** RECORDS SHOWN follows **

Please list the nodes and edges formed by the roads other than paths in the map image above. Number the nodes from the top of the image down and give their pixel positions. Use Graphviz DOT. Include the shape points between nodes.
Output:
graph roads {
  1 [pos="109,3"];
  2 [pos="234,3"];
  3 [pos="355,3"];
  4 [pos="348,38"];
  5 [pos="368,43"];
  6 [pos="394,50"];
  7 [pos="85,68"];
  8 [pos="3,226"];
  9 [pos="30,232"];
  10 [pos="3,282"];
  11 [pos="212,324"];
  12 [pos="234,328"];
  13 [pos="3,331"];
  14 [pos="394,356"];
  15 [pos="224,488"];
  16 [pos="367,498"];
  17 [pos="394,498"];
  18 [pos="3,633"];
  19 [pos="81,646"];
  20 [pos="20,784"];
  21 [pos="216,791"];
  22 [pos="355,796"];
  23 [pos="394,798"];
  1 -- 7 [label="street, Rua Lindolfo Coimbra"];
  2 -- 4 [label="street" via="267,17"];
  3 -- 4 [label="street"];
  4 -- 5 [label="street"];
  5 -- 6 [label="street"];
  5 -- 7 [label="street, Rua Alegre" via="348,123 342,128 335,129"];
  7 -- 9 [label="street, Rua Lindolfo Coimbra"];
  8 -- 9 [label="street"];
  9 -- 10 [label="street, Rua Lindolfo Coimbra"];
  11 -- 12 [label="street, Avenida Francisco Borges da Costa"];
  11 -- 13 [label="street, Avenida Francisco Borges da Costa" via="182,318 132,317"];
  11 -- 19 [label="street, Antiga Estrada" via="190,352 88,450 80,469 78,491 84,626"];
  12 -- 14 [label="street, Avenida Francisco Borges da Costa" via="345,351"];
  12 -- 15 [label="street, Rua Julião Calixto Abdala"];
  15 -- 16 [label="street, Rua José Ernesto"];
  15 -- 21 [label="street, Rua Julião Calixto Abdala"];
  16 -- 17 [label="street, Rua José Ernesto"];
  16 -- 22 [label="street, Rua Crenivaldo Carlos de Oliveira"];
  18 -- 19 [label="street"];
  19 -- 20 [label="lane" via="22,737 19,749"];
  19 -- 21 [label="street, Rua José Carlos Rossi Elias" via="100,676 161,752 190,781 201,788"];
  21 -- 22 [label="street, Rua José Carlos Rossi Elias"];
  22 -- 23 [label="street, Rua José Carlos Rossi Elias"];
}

** End of RECORDS SHOWN **

WORK ORDER:
A single figure is the whole answer: the number of lines in the material above that contain "Elias".

ANSWER SECTION:
3